▶ **WHAT YOU WILL DO**: Go through the entries below and work out how many lines include "image"; give only that number.

▶ **DATA RECORDS**:
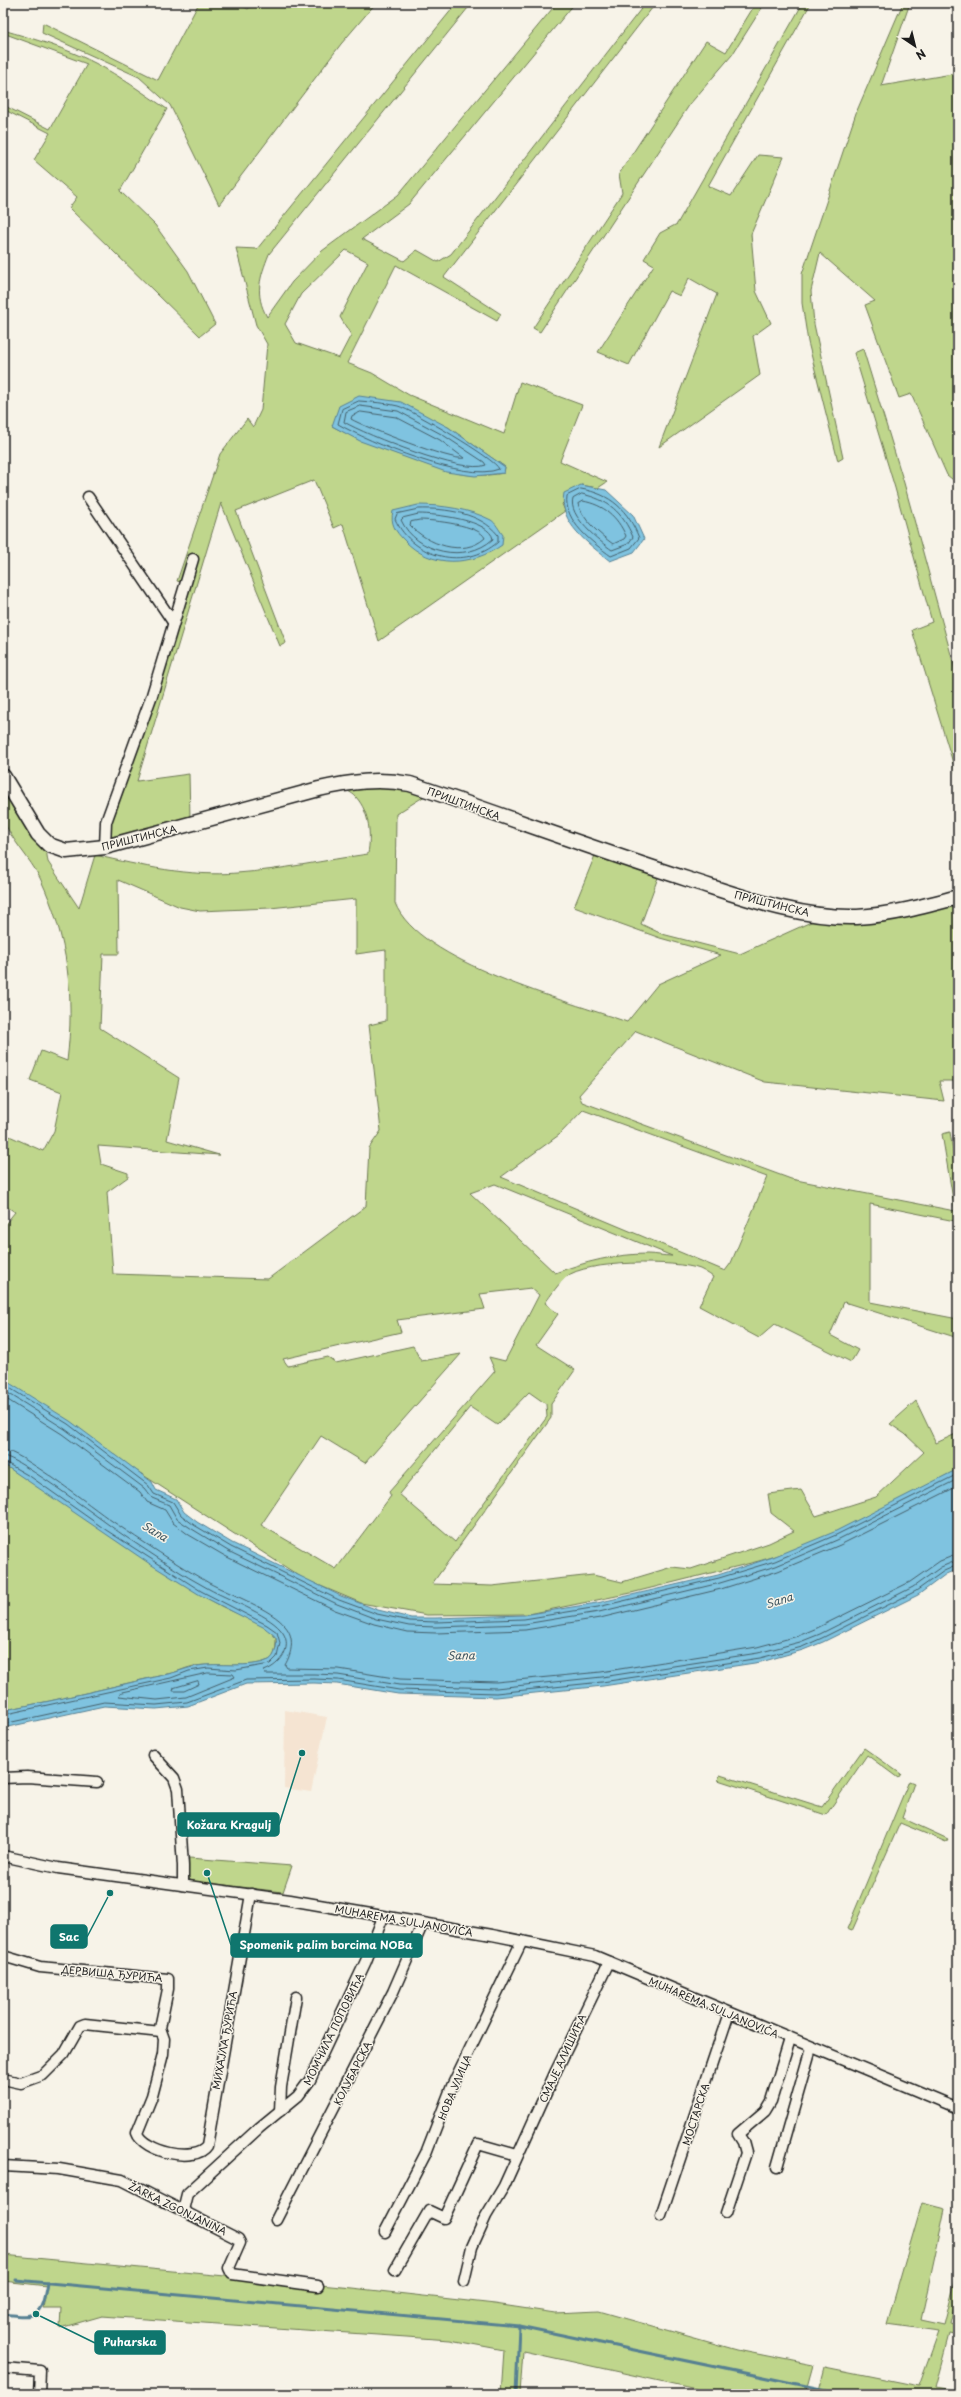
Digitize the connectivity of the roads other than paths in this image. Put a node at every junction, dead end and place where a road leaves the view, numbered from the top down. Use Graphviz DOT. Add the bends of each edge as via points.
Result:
...
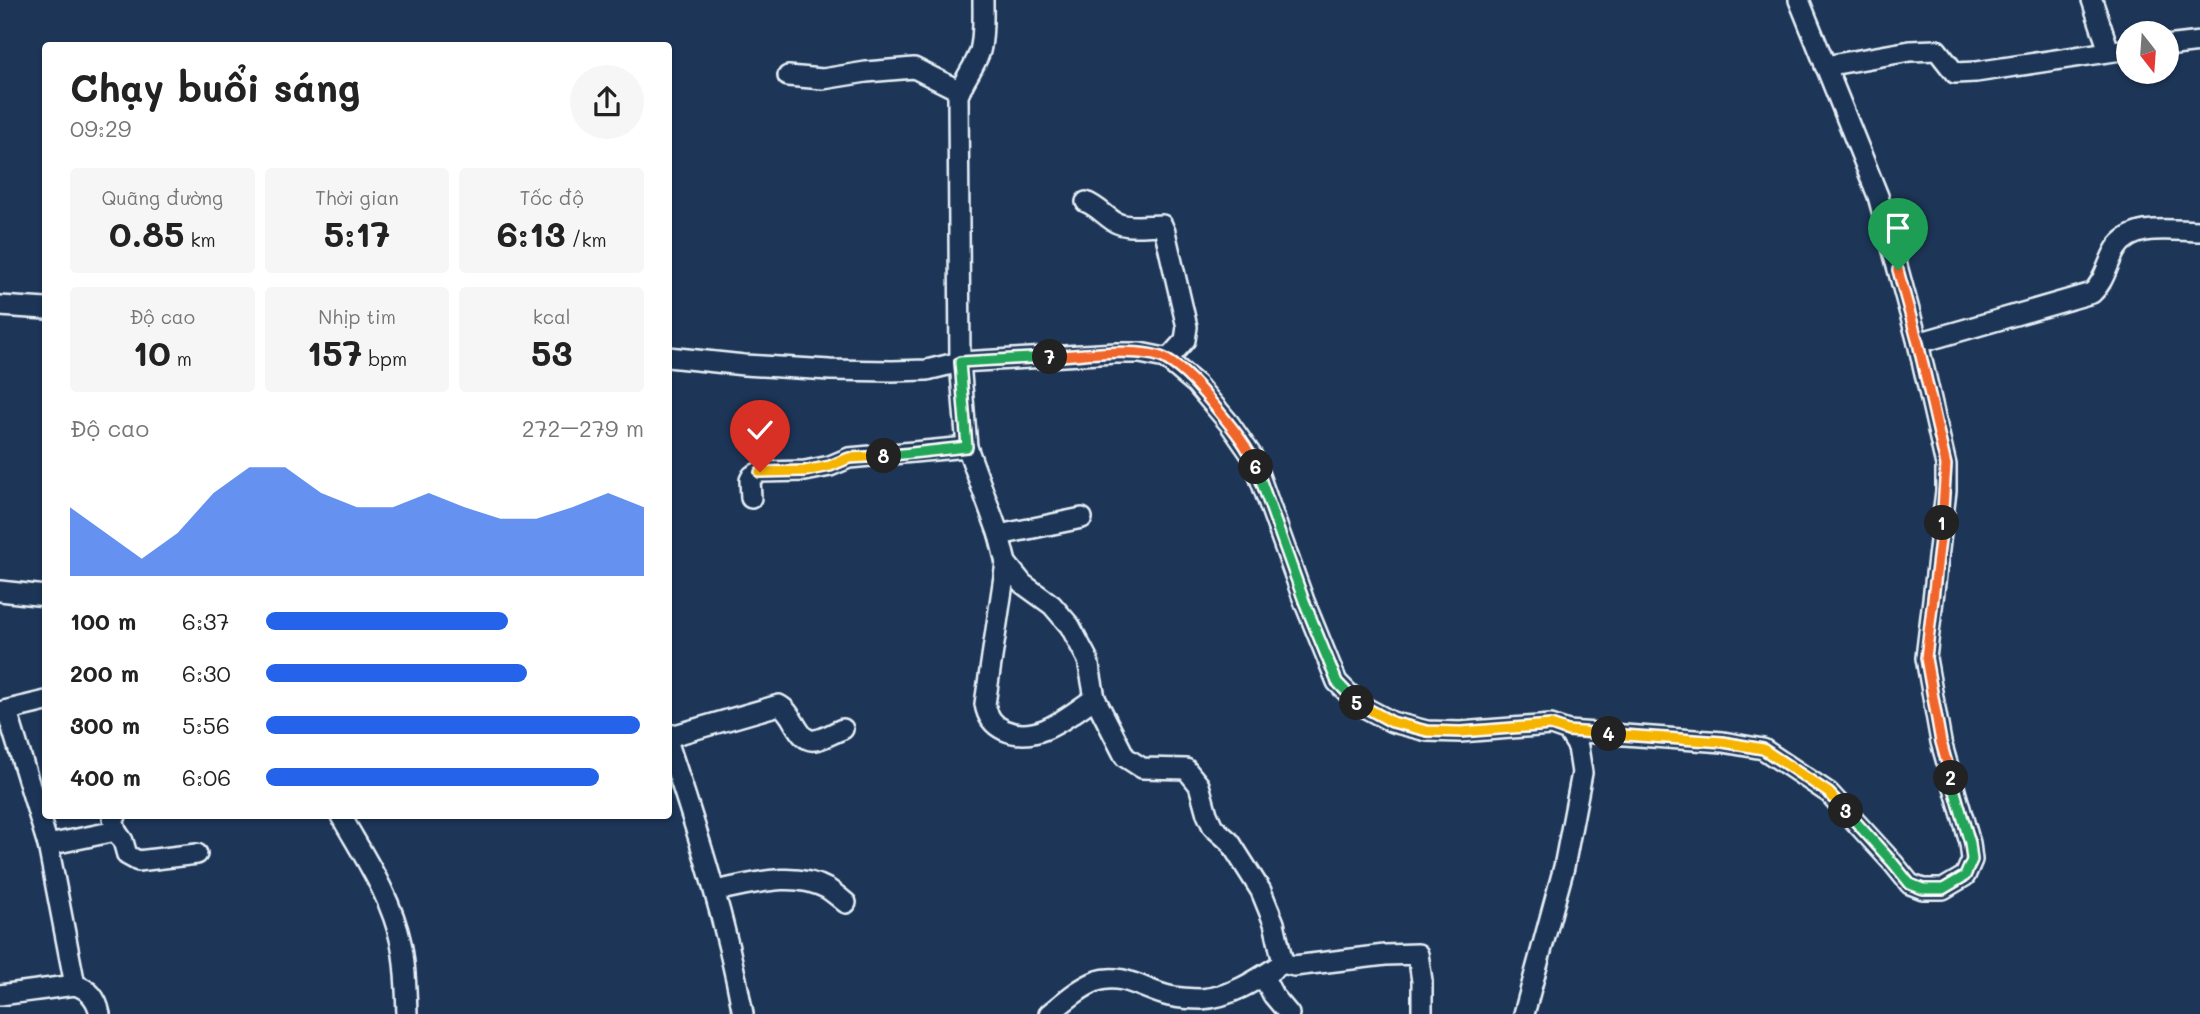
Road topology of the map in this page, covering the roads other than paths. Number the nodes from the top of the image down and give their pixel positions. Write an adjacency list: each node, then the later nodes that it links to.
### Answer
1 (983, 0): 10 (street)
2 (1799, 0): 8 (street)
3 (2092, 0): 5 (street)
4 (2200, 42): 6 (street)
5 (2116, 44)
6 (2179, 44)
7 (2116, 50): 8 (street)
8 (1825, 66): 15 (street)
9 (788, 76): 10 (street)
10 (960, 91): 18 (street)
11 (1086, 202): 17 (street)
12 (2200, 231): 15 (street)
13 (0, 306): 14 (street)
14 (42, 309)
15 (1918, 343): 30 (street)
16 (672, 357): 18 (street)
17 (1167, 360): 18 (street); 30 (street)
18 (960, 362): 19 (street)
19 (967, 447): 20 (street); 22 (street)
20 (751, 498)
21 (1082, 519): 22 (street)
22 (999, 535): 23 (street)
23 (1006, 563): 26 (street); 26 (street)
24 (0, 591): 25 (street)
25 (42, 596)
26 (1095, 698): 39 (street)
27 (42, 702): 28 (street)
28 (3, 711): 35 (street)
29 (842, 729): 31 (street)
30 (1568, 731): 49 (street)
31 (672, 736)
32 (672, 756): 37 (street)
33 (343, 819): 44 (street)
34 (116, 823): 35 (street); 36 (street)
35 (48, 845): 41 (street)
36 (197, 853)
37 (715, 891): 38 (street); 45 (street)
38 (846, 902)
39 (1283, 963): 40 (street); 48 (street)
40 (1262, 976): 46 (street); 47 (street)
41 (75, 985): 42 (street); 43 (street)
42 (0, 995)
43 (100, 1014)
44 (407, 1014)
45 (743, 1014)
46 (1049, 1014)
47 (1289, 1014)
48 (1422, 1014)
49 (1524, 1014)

▶ **RESULT OF THE TASK**: 2